(INPUT)
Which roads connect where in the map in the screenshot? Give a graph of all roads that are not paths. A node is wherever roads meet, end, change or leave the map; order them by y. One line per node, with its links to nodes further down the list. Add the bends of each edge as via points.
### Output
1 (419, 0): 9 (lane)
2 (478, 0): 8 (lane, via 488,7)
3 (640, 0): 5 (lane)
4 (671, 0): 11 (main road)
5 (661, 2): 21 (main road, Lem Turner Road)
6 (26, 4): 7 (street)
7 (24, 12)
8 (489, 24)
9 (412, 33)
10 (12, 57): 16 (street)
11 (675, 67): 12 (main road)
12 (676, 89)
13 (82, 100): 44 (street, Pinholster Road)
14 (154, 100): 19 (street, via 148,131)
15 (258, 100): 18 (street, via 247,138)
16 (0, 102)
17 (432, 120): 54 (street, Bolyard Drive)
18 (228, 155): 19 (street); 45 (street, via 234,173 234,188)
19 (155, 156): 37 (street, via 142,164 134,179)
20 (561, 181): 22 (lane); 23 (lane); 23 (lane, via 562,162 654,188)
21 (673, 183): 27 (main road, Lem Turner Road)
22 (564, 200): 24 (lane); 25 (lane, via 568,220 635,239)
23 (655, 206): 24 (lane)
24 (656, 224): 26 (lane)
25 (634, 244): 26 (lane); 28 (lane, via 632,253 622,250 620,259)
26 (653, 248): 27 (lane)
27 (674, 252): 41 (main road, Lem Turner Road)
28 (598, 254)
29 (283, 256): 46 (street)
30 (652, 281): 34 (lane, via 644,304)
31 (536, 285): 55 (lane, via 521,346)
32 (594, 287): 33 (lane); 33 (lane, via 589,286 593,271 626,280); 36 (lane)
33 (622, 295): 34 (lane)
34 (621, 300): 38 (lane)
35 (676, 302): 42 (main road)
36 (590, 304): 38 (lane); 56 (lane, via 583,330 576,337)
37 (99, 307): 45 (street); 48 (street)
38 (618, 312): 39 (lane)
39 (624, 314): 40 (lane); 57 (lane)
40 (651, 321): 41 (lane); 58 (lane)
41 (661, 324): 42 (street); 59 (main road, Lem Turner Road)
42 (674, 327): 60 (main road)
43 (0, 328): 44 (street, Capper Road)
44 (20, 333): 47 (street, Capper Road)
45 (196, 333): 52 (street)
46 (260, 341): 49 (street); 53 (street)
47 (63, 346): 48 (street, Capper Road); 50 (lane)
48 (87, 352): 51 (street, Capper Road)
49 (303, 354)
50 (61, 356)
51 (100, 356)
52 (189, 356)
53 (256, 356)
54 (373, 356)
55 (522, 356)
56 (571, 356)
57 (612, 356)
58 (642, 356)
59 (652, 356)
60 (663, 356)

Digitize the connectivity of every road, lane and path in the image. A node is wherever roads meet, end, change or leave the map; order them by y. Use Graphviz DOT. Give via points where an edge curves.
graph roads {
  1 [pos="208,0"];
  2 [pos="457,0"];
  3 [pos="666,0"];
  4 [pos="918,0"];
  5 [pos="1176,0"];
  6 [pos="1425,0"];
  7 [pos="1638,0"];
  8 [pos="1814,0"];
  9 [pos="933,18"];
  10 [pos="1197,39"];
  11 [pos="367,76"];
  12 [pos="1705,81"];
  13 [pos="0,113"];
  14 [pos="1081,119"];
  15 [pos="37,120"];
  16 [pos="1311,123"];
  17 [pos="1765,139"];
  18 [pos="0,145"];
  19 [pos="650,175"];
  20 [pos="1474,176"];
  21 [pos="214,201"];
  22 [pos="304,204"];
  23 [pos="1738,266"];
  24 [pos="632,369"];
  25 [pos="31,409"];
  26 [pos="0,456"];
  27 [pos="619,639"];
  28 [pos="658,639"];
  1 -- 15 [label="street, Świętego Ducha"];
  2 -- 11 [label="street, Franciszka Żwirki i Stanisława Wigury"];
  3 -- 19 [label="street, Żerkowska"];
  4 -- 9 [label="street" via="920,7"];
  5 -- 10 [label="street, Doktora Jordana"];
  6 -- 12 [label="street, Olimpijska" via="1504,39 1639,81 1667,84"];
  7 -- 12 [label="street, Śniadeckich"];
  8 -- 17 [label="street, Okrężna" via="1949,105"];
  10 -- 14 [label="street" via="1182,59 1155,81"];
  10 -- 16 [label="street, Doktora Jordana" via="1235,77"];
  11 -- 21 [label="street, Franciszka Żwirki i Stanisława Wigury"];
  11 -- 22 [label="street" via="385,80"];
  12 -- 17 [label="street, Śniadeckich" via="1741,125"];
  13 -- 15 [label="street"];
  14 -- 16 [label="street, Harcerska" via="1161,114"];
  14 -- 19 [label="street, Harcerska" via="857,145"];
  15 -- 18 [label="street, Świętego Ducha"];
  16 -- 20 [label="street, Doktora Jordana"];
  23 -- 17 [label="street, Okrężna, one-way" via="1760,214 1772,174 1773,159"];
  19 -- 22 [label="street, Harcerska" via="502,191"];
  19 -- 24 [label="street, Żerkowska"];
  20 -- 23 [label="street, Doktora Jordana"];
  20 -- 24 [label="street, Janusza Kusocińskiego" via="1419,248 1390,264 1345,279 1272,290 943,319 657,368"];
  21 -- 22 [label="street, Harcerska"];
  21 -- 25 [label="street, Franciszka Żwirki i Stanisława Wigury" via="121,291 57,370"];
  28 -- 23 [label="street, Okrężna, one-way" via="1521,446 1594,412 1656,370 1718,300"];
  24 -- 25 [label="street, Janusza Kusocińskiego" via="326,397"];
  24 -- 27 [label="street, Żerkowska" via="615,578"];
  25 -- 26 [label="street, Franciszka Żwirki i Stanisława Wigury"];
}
(End INPUT)
▸ ASSIGNMENT: Whenever a line in the records above contains the string "Doktora", copy that line.

▸ OUTPUT:
  5 -- 10 [label="street, Doktora Jordana"];
  10 -- 16 [label="street, Doktora Jordana" via="1235,77"];
  16 -- 20 [label="street, Doktora Jordana"];
  20 -- 23 [label="street, Doktora Jordana"];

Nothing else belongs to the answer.